Article Text
Abstract
Background Existing research exploring determinants of childhood obesity tends to overlook the experiential, contextual and cultural basis of such determinants, and lacks methodological features that support children’s own framing of issues around obesity. This study aimed to explore children’s perceptions and experiences of health, diet, physical activity and weight, with a focus on culture-specific contextual factors that may give rise to childhood obesity, in an ethnically diverse sample.

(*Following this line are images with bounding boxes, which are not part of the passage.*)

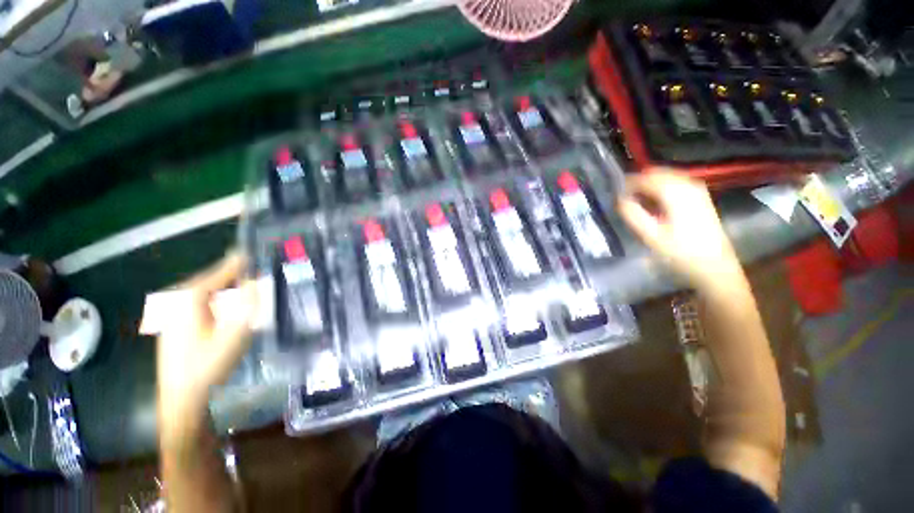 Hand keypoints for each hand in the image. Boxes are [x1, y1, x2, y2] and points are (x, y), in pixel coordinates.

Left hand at [157, 252, 255, 421]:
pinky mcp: (177, 324)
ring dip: (228, 288)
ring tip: (249, 284)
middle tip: (259, 269)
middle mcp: (178, 301)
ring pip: (207, 291)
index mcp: (189, 299)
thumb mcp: (235, 333)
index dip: (241, 262)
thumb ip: (248, 303)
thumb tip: (256, 280)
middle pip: (213, 279)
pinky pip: (202, 302)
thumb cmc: (209, 365)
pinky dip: (219, 299)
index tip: (258, 251)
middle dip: (235, 274)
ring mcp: (174, 313)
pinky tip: (230, 306)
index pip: (220, 271)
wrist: (183, 398)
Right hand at [617, 171, 741, 289]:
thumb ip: (633, 215)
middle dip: (639, 181)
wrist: (715, 267)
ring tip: (636, 199)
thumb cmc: (681, 253)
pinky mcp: (700, 197)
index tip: (615, 193)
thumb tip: (619, 199)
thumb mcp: (652, 237)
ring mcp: (697, 190)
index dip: (629, 183)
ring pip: (667, 176)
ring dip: (649, 184)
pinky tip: (654, 201)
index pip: (647, 177)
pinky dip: (660, 187)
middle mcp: (689, 185)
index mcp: (677, 193)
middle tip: (624, 197)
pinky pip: (675, 183)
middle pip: (658, 173) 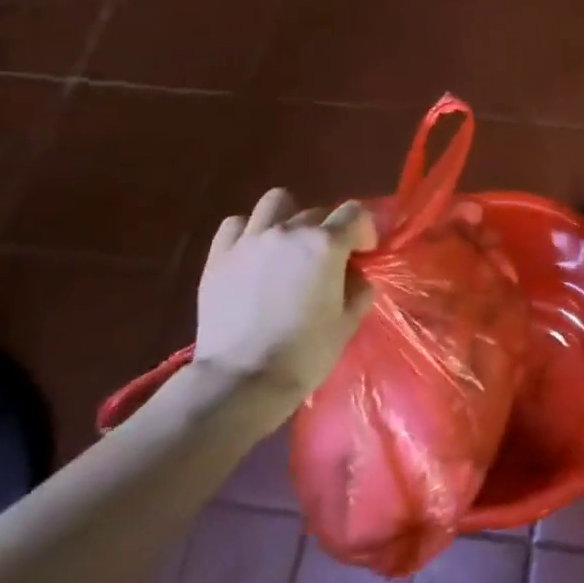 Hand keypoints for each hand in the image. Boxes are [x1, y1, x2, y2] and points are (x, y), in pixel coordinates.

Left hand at [195, 189, 378, 398]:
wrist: (242, 380)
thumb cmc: (304, 353)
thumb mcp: (348, 323)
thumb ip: (359, 290)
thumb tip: (355, 276)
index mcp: (326, 244)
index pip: (355, 213)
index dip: (364, 231)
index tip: (362, 255)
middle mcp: (289, 231)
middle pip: (318, 212)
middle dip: (328, 232)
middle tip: (326, 262)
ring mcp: (251, 240)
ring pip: (276, 203)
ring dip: (289, 218)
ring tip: (288, 246)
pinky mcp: (219, 256)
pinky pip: (236, 224)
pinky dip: (249, 232)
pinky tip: (254, 255) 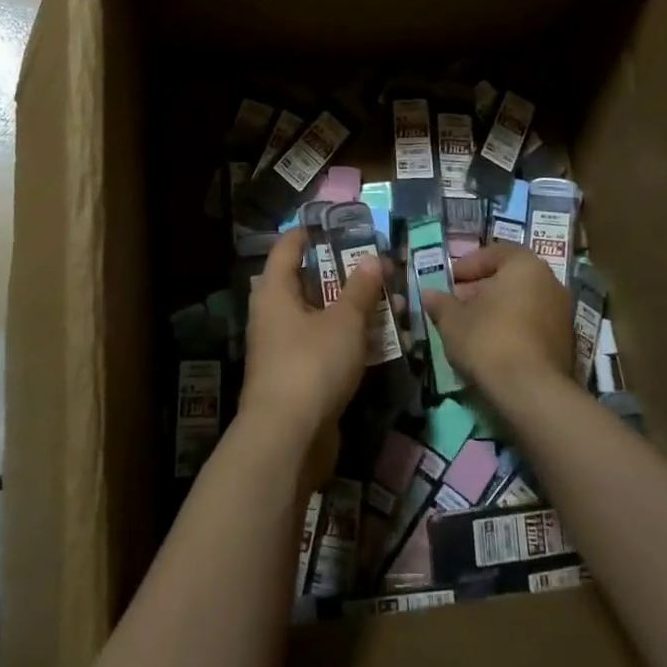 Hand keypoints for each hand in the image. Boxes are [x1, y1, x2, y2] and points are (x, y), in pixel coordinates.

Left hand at [241, 228, 384, 459]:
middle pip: (308, 283)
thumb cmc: (312, 365)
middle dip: (345, 276)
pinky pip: (326, 346)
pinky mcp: (298, 377)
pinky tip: (383, 342)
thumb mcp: (344, 322)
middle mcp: (274, 315)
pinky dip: (350, 340)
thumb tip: (372, 259)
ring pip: (322, 317)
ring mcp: (285, 348)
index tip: (337, 226)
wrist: (288, 439)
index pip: (287, 248)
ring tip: (392, 304)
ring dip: (354, 310)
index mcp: (275, 292)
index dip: (309, 234)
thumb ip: (360, 289)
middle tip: (378, 268)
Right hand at [422, 242, 570, 411]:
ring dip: (496, 311)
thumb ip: (441, 303)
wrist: (531, 392)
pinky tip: (491, 347)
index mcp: (525, 265)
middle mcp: (550, 282)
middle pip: (509, 278)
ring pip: (522, 303)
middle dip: (480, 289)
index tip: (448, 282)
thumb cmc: (488, 340)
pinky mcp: (566, 343)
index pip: (494, 253)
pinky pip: (533, 325)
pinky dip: (512, 329)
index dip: (467, 266)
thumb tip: (428, 294)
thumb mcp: (453, 320)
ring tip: (469, 328)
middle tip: (455, 305)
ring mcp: (563, 314) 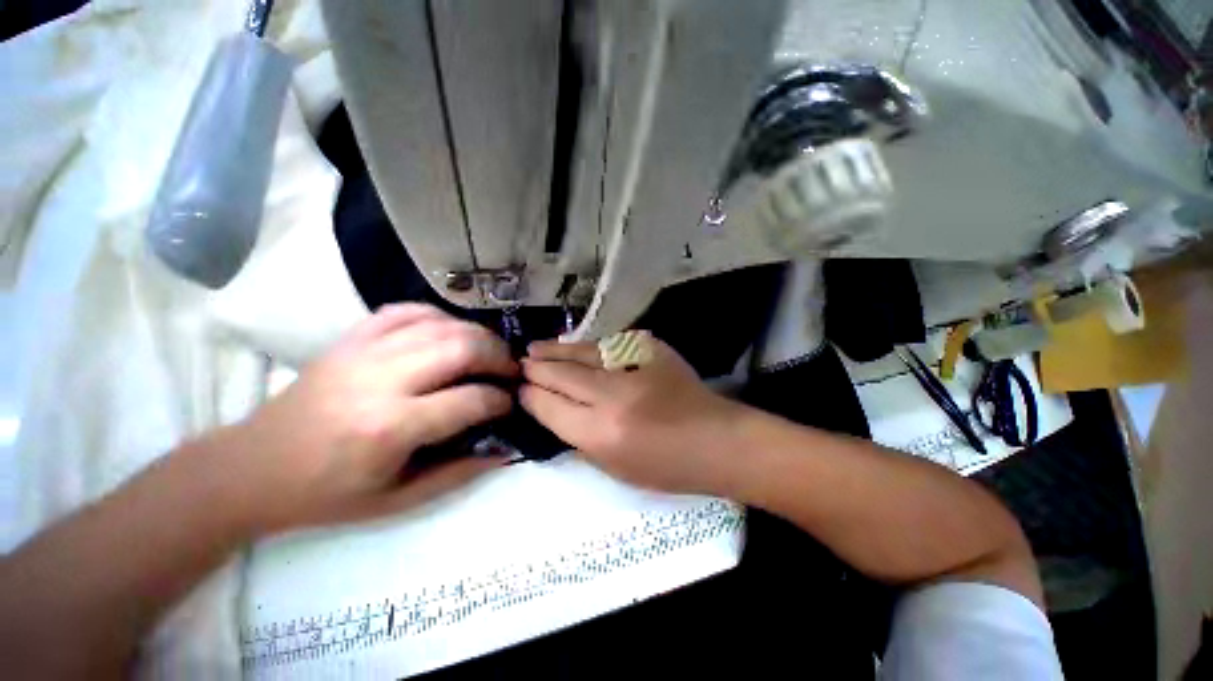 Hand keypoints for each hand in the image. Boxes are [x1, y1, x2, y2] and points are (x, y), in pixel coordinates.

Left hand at [212, 304, 517, 532]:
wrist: (253, 468)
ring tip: (490, 352)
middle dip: (499, 356)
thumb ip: (457, 473)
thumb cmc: (327, 493)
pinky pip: (407, 311)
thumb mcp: (397, 500)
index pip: (470, 399)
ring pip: (441, 325)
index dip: (501, 400)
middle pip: (462, 348)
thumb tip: (504, 449)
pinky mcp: (350, 338)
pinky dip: (440, 316)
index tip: (511, 403)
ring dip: (477, 335)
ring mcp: (363, 351)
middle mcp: (381, 380)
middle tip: (510, 370)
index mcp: (391, 427)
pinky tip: (451, 332)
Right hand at [520, 332, 745, 494]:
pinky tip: (572, 347)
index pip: (550, 406)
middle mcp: (612, 395)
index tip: (520, 390)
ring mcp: (632, 365)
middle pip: (561, 374)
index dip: (530, 396)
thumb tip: (550, 407)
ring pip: (580, 351)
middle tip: (521, 363)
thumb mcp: (612, 466)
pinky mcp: (649, 347)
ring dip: (554, 350)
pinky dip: (585, 348)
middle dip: (536, 368)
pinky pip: (605, 345)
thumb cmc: (665, 466)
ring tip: (534, 348)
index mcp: (601, 433)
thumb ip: (577, 435)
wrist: (716, 438) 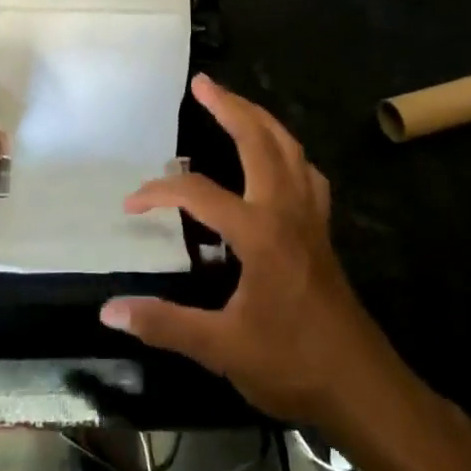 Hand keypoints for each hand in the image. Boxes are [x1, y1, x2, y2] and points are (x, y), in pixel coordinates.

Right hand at [100, 75, 384, 424]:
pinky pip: (306, 173)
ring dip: (261, 120)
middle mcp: (287, 210)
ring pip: (289, 148)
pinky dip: (288, 152)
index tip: (131, 204)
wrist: (361, 386)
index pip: (198, 193)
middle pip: (259, 140)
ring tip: (236, 103)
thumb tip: (109, 311)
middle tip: (202, 84)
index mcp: (259, 231)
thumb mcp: (221, 349)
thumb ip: (164, 323)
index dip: (160, 192)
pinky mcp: (322, 230)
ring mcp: (310, 216)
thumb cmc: (291, 363)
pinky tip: (277, 158)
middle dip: (229, 107) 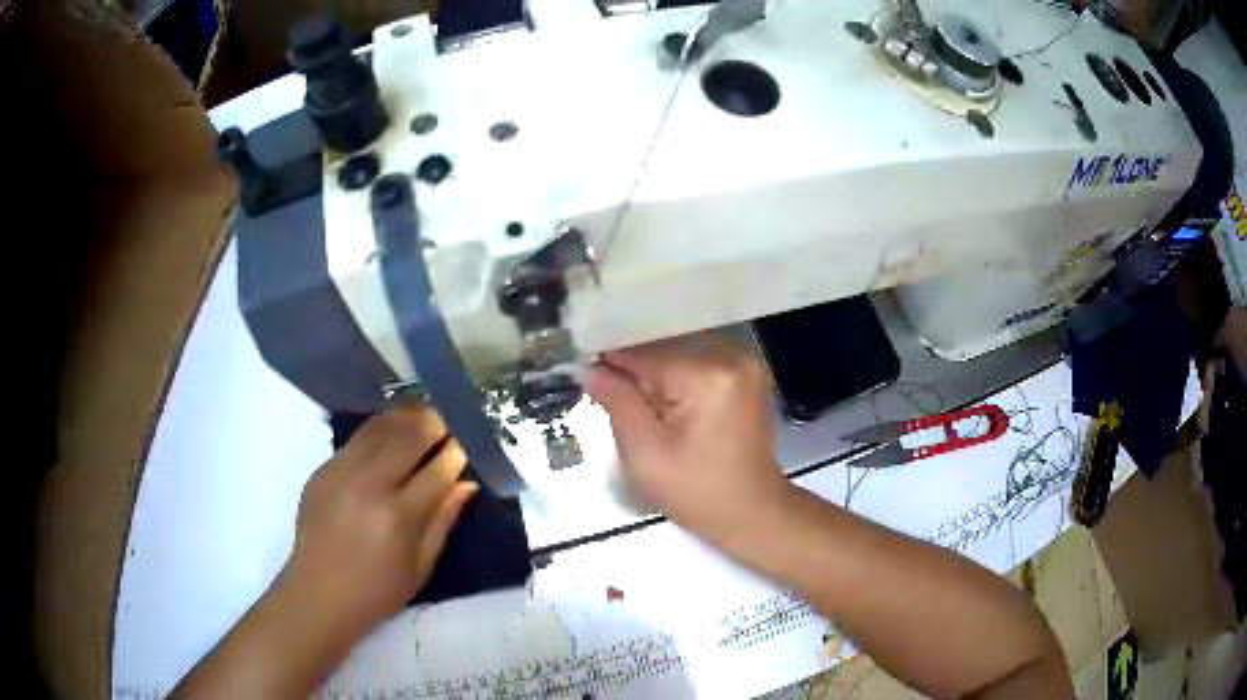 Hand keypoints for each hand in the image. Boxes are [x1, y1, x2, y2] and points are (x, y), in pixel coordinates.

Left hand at [279, 406, 477, 641]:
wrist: (318, 594)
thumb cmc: (377, 592)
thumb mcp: (421, 567)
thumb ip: (444, 520)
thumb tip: (466, 483)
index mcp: (398, 516)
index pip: (438, 468)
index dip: (458, 451)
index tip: (470, 443)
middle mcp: (369, 484)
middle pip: (409, 434)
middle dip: (436, 423)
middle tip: (450, 423)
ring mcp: (341, 472)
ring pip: (381, 425)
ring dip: (408, 417)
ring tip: (424, 418)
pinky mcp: (323, 469)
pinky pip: (358, 438)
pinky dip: (381, 430)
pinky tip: (392, 433)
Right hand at [585, 334, 787, 541]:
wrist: (753, 514)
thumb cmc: (698, 493)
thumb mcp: (645, 454)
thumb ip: (616, 402)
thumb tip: (589, 368)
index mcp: (709, 374)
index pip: (643, 352)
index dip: (607, 361)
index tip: (578, 372)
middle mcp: (731, 356)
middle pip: (661, 348)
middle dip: (630, 370)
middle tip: (602, 394)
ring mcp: (742, 363)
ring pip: (676, 354)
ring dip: (651, 375)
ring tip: (630, 402)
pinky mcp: (743, 376)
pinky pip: (695, 365)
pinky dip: (673, 380)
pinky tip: (659, 404) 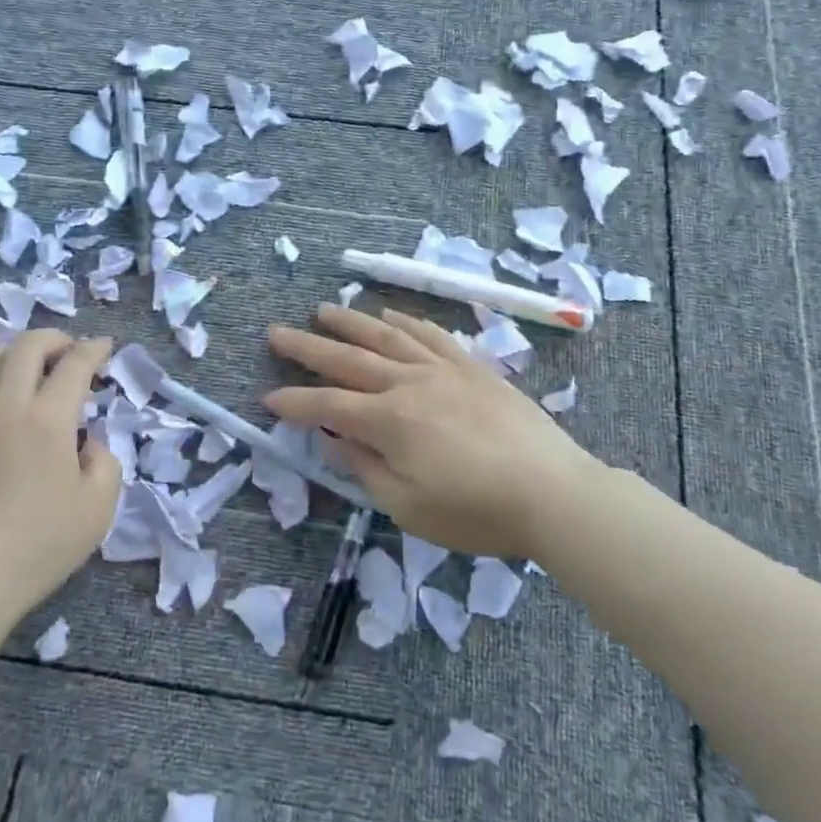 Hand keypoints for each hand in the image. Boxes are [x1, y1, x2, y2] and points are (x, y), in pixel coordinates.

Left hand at [0, 330, 118, 620]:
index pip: (75, 363)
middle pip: (26, 345)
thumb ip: (106, 463)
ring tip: (28, 372)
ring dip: (14, 355)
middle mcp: (4, 404)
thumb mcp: (97, 509)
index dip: (94, 349)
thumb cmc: (35, 547)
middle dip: (54, 339)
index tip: (105, 346)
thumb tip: (90, 442)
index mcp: (48, 418)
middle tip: (69, 352)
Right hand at [265, 305, 604, 556]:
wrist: (553, 492)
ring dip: (351, 322)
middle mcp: (409, 383)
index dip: (294, 402)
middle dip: (308, 347)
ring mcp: (443, 369)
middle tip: (276, 332)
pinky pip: (432, 334)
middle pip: (349, 359)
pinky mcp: (472, 367)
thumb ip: (364, 468)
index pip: (327, 405)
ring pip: (387, 337)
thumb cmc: (476, 511)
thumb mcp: (408, 506)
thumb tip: (330, 438)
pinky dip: (407, 321)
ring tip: (323, 310)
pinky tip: (392, 314)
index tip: (267, 398)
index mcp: (389, 421)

Methods Children aged 9–10 years were recruited from primary schools in Coventry, UK, with purposive sampling of schools to ensure an ethnically diverse sample. Data were collected through a ‘draw, write and tell technique’ using semi-structured one-to-one interviews at school. Images, text and transcripts were analysed using a thematic framework approach, with themes reviewed and mapped against existing ecological models of health behaviours.
Results To date, six of fifteen invited schools agreed to participate, with 27 children (girls n=16) successfully recruited from three schools, all of which lived in areas of high deprivation, with 81% from minority ethnic groups. Recruitment is on-going to allow for data collection with children from ethnic groups currently under-represented in the sample. Preliminary analysis has identified seven over-arching themes: knowledge, understanding, beliefs, values, motivations, intentions and group-specific experiences. Children had a grasp of the fundamental elements of a healthy diet, physical activity and maintaining a healthy weight but understandings were simplistic and often contradictory. Children viewed health as a personal responsibility, attributed to will-power, but often described external factors affecting their own ability to be healthy e.g. social pressures to indulge and permissive parenting. Positive and negative personal characteristics were assigned to others on the basis of healthfulness and weight. Key motivations for health behaviours were avoidance of the negative social consequences of being overweight, personal success and happiness. Boys and girls differed in their perception of a healthy aesthetic, but culture-specific experiences were largely absent from the data.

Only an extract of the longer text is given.